─── Input for this task

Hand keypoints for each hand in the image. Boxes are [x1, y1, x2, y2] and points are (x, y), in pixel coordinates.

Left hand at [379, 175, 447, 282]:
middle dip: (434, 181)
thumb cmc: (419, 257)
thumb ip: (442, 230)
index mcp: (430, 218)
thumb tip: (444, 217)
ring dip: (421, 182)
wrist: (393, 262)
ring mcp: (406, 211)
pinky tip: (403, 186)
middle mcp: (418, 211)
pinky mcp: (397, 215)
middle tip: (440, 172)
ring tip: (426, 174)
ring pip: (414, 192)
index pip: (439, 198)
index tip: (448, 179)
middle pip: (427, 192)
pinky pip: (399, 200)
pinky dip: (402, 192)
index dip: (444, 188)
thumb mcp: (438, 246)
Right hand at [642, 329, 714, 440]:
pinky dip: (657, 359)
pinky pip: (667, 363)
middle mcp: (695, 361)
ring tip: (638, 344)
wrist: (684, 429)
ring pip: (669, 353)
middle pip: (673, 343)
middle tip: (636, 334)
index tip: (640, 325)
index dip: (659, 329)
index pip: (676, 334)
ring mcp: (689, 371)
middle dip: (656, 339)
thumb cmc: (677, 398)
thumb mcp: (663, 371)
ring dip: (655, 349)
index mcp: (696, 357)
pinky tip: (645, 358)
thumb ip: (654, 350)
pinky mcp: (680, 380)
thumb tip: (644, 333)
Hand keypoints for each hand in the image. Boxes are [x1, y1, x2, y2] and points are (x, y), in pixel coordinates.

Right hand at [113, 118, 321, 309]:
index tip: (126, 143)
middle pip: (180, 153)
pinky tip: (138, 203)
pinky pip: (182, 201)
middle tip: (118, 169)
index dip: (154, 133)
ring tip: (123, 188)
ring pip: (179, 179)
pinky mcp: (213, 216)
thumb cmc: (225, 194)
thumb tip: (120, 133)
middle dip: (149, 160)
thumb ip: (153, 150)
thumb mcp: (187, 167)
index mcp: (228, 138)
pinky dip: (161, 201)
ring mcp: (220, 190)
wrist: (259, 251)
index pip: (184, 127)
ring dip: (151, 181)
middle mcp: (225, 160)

──────

- _Task objective_: In the entries above, find the line holding "thumb tip: (644, 333)" and the line holding "pinky dip: (161, 201)"; print both of them and every line between, exactly, and nothing else.

- _Response to this exercise_:
thumb tip: (644, 333)
Hand keypoints for each hand in the image. Boxes are [x1, y1, x2, y2] and points are (x, y), in pixel coordinates.

Right hand at [113, 118, 321, 309]:
index tip: (126, 143)
middle pip: (180, 153)
pinky tip: (138, 203)
pinky pip: (182, 201)
middle tip: (118, 169)
index dip: (154, 133)
ring tip: (123, 188)
ring pip: (179, 179)
pinky mcp: (213, 216)
thumb cmc: (225, 194)
thumb tip: (120, 133)
middle dip: (149, 160)
thumb ip: (153, 150)
thumb mcp: (187, 167)
index mcp: (228, 138)
pinky dip: (161, 201)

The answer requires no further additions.